A student facing trial in the US over copyright charges has spoken of his relief after he struck a deal to avoid extradition.
Richard O'Dwyer, 24, avoided extradition and conviction by signing a Deferred Prosecution Agreement.
"I still believe I never committed any crime. I'm very happy the US government has decided to drop the case against me. It just really is a pity the UK government didn't try and resolve this without us having to come all the way over," he told the Guardian outside court in New York.
"I'm looking forward to getting back to university and see all my friends," he added.
The student from Sheffield, who ran the TVShack website hosting links to pirated films and TV programmes, paid £20,000 to US authorities - representing the profits he made between December 2007 and November 2009.
The money will be distributed among victims whose copyrights were infringed by TVShack.
Mr O'Dwyer's lawyer, Ben Cooper, said it was "a first" in extradition cases.
Mr Cooper, of Doughty Street Chambers, said: "Richard O'Dwyer is very happy to put this behind him.

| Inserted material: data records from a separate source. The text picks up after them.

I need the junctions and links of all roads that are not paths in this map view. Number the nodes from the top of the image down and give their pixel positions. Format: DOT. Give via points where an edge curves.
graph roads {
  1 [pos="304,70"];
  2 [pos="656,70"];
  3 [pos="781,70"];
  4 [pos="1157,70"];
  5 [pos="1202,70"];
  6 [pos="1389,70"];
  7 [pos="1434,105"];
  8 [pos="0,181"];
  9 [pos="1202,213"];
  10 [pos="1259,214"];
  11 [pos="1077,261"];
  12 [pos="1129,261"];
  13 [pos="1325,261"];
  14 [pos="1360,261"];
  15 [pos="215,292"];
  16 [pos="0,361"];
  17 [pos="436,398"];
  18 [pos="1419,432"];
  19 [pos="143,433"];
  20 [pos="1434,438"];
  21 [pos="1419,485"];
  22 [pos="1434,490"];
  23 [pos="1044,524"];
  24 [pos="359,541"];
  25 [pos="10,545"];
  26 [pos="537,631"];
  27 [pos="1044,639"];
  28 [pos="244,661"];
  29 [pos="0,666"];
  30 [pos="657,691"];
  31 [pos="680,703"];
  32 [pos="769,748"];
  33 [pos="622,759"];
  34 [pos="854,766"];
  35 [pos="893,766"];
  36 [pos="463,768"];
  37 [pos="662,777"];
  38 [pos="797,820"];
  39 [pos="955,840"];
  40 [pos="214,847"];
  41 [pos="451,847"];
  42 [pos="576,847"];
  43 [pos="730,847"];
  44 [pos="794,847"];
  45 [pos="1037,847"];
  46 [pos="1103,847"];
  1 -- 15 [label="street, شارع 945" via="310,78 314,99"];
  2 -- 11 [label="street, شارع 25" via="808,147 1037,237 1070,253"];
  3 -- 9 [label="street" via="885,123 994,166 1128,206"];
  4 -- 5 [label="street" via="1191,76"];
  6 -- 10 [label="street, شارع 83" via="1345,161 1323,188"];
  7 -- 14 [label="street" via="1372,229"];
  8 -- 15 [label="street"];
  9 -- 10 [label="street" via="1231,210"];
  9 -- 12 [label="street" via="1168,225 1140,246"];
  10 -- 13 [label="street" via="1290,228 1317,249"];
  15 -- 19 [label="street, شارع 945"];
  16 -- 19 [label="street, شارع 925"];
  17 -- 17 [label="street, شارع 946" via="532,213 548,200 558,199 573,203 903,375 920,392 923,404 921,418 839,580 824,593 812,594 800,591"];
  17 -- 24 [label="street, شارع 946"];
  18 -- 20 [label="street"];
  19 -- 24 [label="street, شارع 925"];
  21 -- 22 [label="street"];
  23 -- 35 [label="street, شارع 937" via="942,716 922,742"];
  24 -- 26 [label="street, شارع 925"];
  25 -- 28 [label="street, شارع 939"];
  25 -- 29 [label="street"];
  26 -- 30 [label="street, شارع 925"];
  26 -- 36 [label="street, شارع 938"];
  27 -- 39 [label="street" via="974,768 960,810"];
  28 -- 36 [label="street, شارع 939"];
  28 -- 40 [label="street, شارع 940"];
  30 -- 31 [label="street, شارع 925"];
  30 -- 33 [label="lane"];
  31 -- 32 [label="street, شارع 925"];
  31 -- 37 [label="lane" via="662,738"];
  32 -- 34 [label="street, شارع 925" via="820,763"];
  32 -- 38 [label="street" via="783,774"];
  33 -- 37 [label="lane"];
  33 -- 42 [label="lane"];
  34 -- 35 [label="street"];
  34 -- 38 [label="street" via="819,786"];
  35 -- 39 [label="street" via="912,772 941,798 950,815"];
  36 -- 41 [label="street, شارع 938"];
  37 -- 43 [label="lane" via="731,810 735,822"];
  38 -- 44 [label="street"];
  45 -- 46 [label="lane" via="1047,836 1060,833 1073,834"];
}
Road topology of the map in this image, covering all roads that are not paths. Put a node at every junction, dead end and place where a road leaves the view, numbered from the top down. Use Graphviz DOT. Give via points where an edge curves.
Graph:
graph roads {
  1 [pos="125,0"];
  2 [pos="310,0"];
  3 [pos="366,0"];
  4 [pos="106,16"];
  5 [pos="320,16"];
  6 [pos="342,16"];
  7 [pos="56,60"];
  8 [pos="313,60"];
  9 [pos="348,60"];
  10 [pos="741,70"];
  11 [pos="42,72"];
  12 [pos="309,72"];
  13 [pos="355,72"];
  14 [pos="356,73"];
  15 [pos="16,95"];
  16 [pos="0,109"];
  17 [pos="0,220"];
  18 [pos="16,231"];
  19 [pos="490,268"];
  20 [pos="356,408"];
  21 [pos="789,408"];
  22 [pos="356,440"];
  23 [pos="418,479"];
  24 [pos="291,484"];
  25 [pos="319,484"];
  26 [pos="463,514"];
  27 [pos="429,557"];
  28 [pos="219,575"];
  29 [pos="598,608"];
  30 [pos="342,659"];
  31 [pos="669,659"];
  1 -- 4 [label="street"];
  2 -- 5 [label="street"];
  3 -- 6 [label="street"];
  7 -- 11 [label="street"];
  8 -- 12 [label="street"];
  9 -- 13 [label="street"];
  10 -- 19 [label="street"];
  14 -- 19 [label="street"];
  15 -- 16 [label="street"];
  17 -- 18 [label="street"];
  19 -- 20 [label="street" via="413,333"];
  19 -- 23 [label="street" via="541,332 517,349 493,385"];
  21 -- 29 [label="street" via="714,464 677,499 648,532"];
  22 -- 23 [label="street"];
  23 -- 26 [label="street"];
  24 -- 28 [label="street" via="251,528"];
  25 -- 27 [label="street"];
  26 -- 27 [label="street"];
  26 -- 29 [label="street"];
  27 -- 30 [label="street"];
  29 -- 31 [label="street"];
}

"He has avoided extradition and will avoid a conviction.
"The solution reached is pragmatic and allows Richard to finish his final year at university and get on with his studies at a crucial time in his life. We are grateful that the US recognised it was in everyone's interests to find a practical solution.

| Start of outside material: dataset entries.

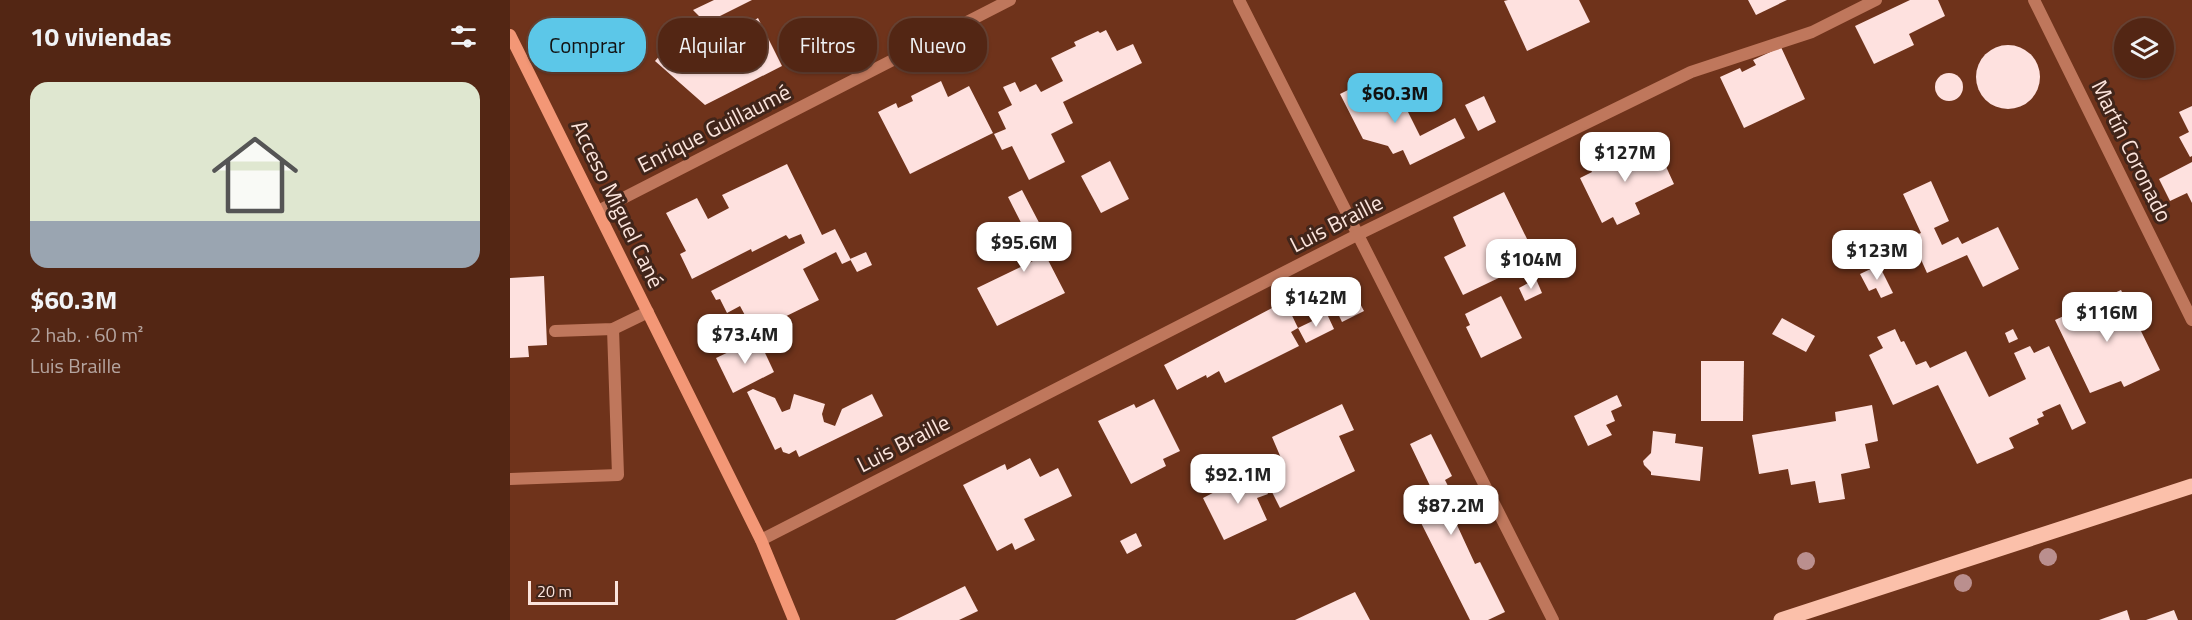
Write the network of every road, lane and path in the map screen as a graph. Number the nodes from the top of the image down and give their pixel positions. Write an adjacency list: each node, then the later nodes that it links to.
1 (1010, 0): 6 (street, Enrique Guillaumé)
2 (1239, 0): 7 (street)
3 (1876, 0): 7 (street, Luis Braille)
4 (2034, 0): 9 (street, Martín Coronado)
5 (510, 35): 6 (main road, Acceso Miguel Cané)
6 (598, 211): 8 (main road, Acceso Miguel Cané)
7 (1357, 235): 14 (street, Luis Braille); 16 (street)
8 (648, 312): 10 (street); 14 (main road, Acceso Miguel Cané)
9 (2192, 320)
10 (613, 329): 11 (street); 12 (street)
11 (555, 331)
12 (510, 479)
13 (2192, 486): 17 (main road)
14 (761, 540): 15 (main road, Acceso Miguel Cané)
15 (794, 620)
16 (1553, 620)
17 (1781, 620)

"So far as we know this is a first in extradition cases - and a sensible solution for UK defendants faced with an ever-growing extra-territorial reach of US prosecutions.
"I expect this mechanism will be used by UK defendants in future US extradition cases now the precedent has been established and at least until the Government introduces the promised forum amendment into the Extradition Act 2003."
Under the agreement, Mr O'Dwyer must also not break any US laws, "associate only with law abiding people" and work regularly in a lawful occupation.
His mother, Julia O'Dwyer criticised the British government for using "rotten extradition law".
"We are very pleased and relieved to have been able to resolve this matter.
"We would like to thank the prosecutors who have been willing to engage in dialogue and recognise that this conduct did not merit the extradition, incarceration and criminalisation of my son.
"However had anyone communicated with us directly from the outset, raising their concerns, this matter could have been dealt with over two years ago without the threat of extradition, which in my view is using a sledgehammer to crack a nut.
"Sadly, the UK government was happy to allow Richard's extradition to proceed, just like they have with others similarly accused of conduct in Britain, committed without ever setting foot in the US.
"The Government is using a rotten law which was designed to bring fugitive offenders back to the place where a crime was committed, not for outsourcing our criminal justice system to another jurisdiction.
"I feel very sorry for those people and their families who have not been as lucky as ours and who are still suffering under this rotten extradition law."
Earlier this year Home Secretary Theresa May approved Mr O'Dwyer's extradition, which he appealed.
On November 28 a deal was struck at the High Court in London to avoid him being extradited and led to him signing the three-page deferred prosecution agreement, the BBC reported.
The Sheffield Hallam university student could have faced jail if convicted of the allegations, which were brought following a crackdown by the US Immigration and Customs Enforcement agency.
The agency claimed the TVShack.net website earned more than 230,000 dollars (£147,000) in advertising revenue before US authorities obtained a warrant and seized the domain name in June 2010.
It is thought Mr O'Dwyer will return to the UK with his family on Friday.